Commercial banks, Microfinance institutions and smaller money lenders are swarming schools and other educational institutions in search of new customers for loans to clear tuition and procure educational materials, among others, as the education sector reopens.
The competition for new customers by the lenders coincides with the fact that many parents would like to take their children back to school, but are constrained financially. The financial sector is also targeting school proprietors and suppliers, who now need instant cash to get their businesses up.
Many lending institutions are offering discounted interest rates, easy security for loans and simplified processing for getting the money, among other incentives.
The Ministry of Education and Sports says some regulated financial institutions approached them with proposals of financial solutions for schools, parents and suppliers and the financing models have been agreed on.
Dr Kedrace Turyageynda, the Director of Education Standards at the ministry says there is a cycle of financial constraint with the cash-strapped schools only having hope in parents, yet the parents are also constrained. She says the other option would be relying on the government, yet the government resources are also impacted by the pandemic. She, therefore, says the moves by the banking industry comes as a relief to all players.
The government and the education sector also secured relief positions where schools would be given a waiver of loan interest accumulated in 2021.
Stanbic Bank Uganda Chief Executive Anne Juuko says they decided to give interest rate cuts to education-related loans to 16 per cent but says that unsecured loans will attract a higher interest of 19 per cent. For the period to January 31, 2022, the bank will charge no loan arrangement fees, while a loan can be secured within two minutes for parents who already have accounts with the bank.
“The COVID-19 pandemic has left us with an unprecedented challenge; our schools have been closed and teachers have been out of work for two years, many parents and guardians also had their livelihoods interrupted as a result of loss of jobs or business,” she says.
Teachers have also been given special consideration on the salary loans they acquire, due to the fact that many, especially in private schools have not been paid salary for two years. Other offers will include access to communication gadgets like laptops for students on credit, as more learning institutions are requiring students to have either laptops or smart mobile phones.
She says, unfortunately, that the loans that the schools already have must be paid back, though interest has been waived.
According to the Uganda Bankers Association, school proprietors owe the banking sector, more than 1.5 trillion Shillings, on top of accumulated interest of about 500 billion Shillings. To protect the banks from liquidity crises, the Bank of Uganda will not push for the writing off of the debts.
Mustapha Nanfumba, the Managing Director of Mpigi Mixed Secondary School, one of the schools, whose loan repayment program was affected by the lockdown says that the decision to waive the interest and lower interest on future loans is welcome because it will boost the education sector.

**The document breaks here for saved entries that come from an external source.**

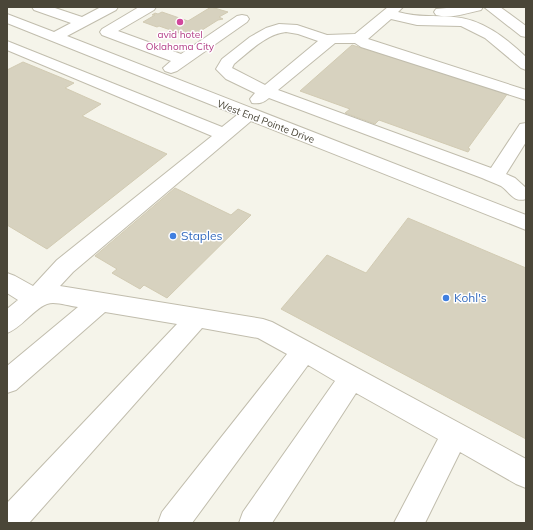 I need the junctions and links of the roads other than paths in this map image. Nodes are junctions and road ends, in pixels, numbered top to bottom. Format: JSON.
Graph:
{"nodes":[{"id":1,"x":39,"y":7,"type":"edge"},
{"id":2,"x":111,"y":7,"type":"edge"},
{"id":3,"x":149,"y":7,"type":"edge"},
{"id":4,"x":402,"y":7,"type":"edge"},
{"id":5,"x":476,"y":7,"type":"edge"},
{"id":6,"x":491,"y":7,"type":"edge"},
{"id":7,"x":456,"y":9,"type":"edge"},
{"id":8,"x":392,"y":11,"type":"edge"},
{"id":9,"x":7,"y":18,"type":"edge"},
{"id":10,"x":242,"y":20,"type":"dead end"},
{"id":11,"x":82,"y":22,"type":"junction"},
{"id":12,"x":107,"y":32,"type":"junction"},
{"id":13,"x":526,"y":33,"type":"edge"},
{"id":14,"x":55,"y":37,"type":"junction"},
{"id":15,"x":359,"y":39,"type":"junction"},
{"id":16,"x":329,"y":40,"type":"junction"},
{"id":17,"x":7,"y":46,"type":"edge"},
{"id":18,"x":81,"y":47,"type":"junction"},
{"id":19,"x":182,"y":60,"type":"junction"},
{"id":20,"x":526,"y":65,"type":"edge"},
{"id":21,"x":156,"y":77,"type":"junction"},
{"id":22,"x":267,"y":92,"type":"junction"},
{"id":23,"x":526,"y":95,"type":"edge"},
{"id":24,"x":246,"y":113,"type":"junction"},
{"id":25,"x":526,"y":128,"type":"edge"},
{"id":26,"x":224,"y":134,"type":"junction"},
{"id":27,"x":495,"y":176,"type":"junction"},
{"id":28,"x":524,"y":193,"type":"edge"},
{"id":29,"x":503,"y":214,"type":"junction"},
{"id":30,"x":526,"y":223,"type":"edge"},
{"id":31,"x":7,"y":282,"type":"edge"},
{"id":32,"x":36,"y":299,"type":"junction"},
{"id":33,"x":100,"y":302,"type":"junction"},
{"id":34,"x":198,"y":318,"type":"junction"},
{"id":35,"x":7,"y":323,"type":"edge"},
{"id":36,"x":304,"y":351,"type":"junction"},
{"id":37,"x":352,"y":378,"type":"junction"},
{"id":38,"x":7,"y":382,"type":"edge"},
{"id":39,"x":455,"y":434,"type":"junction"},
{"id":40,"x":526,"y":474,"type":"edge"},
{"id":41,"x":9,"y":523,"type":"edge"},
{"id":42,"x":173,"y":523,"type":"edge"},
{"id":43,"x":254,"y":523,"type":"edge"},
{"id":44,"x":409,"y":523,"type":"edge"}],
"edges":[{"from":1,"to":11,"type":"street"},
{"from":2,"to":11,"type":"street"},
{"from":3,"to":12,"type":"street"},
{"from":4,"to":7,"type":"street"},
{"from":5,"to":7,"type":"street"},
{"from":6,"to":13,"type":"street"},
{"from":8,"to":15,"type":"street"},
{"from":8,"to":20,"type":"street"},
{"from":9,"to":14,"type":"street","name":"West End Pointe Drive"},
{"from":10,"to":19,"type":"street"},
{"from":11,"to":14,"type":"street"},
{"from":12,"to":18,"type":"street"},
{"from":12,"to":19,"type":"street"},
{"from":14,"to":18,"type":"street","name":"West End Pointe Drive"},
{"from":15,"to":16,"type":"street"},
{"from":15,"to":23,"type":"street"},
{"from":16,"to":22,"type":"street"},
{"from":16,"to":22,"type":"street"},
{"from":17,"to":26,"type":"street"},
{"from":18,"to":21,"type":"street","name":"West End Pointe Drive"},
{"from":19,"to":21,"type":"street"},
{"from":21,"to":24,"type":"street","name":"West End Pointe Drive"},
{"from":22,"to":24,"type":"street"},
{"from":22,"to":27,"type":"street"},
{"from":24,"to":26,"type":"street"},
{"from":24,"to":29,"type":"street","name":"West End Pointe Drive"},
{"from":25,"to":27,"type":"street"},
{"from":26,"to":32,"type":"street"},
{"from":27,"to":28,"type":"street"},
{"from":28,"to":29,"type":"street"},
{"from":29,"to":30,"type":"street","name":"West End Pointe Drive"},
{"from":31,"to":32,"type":"street"},
{"from":32,"to":33,"type":"street"},
{"from":32,"to":35,"type":"street"},
{"from":33,"to":34,"type":"street"},
{"from":33,"to":38,"type":"street"},
{"from":34,"to":36,"type":"street"},
{"from":34,"to":41,"type":"street"},
{"from":36,"to":37,"type":"street"},
{"from":36,"to":42,"type":"street"},
{"from":37,"to":39,"type":"street"},
{"from":37,"to":43,"type":"street"},
{"from":39,"to":40,"type":"street"},
{"from":39,"to":44,"type":"street"}]}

He says that unfortunately for suppliers, the schools were closed before they could collect enough money to pay for the suppliers that are usually on credit.
But aware that parents and investors are likely to fall prey to unscrupulous people, Absa Bank Uganda has warned intending borrowers to beware of this so as not to lose the little they still have. The bank is offering a two-month repayment holiday on salary loans to customers, promising what they call ‘competitive interest rates, for sums between 1 million and 250 million Shillings.
“The pandemic has created economic pressures sending many into financial distress. With the impending school reopening, we are aware that parents will face challenges meeting school fees obligations,” says Musa Jallow, the Director, Retail Banking at Absa Bank Uganda.
And on their part, the Uganda Registration Services Bureau, URSB, reminds parents with limited property ownership or no formal employment, that movable properties can now be accepted as collateral.
“Phones, furniture, agriculture stocks like animals, household properties are now widely accepted as a form of collateral that the financial sector, especially banks, have for long ignored.
“Following the enactment of the Security Interest in Mobile Property Registry System Act, interested Ugandans should register such properties with the URSB, which can then be presented as collateral at banks,” says Mercy Kainobwisho, the Registrar General.
In the last few months, the banking sector has seen credit growth in both demands by borrowers and supply by the lenders as the economy pick up. The education sector’s participation in the market was almost nil as there were no activities to warrant borrowing, according to the Bank of Uganda.
The annual rate of growth of lending to the personal and household sector, where salary loans fall, was reduced to 18.4 per cent in the four months to October 2021, up from a growth of 19.5 per cent at the end of June.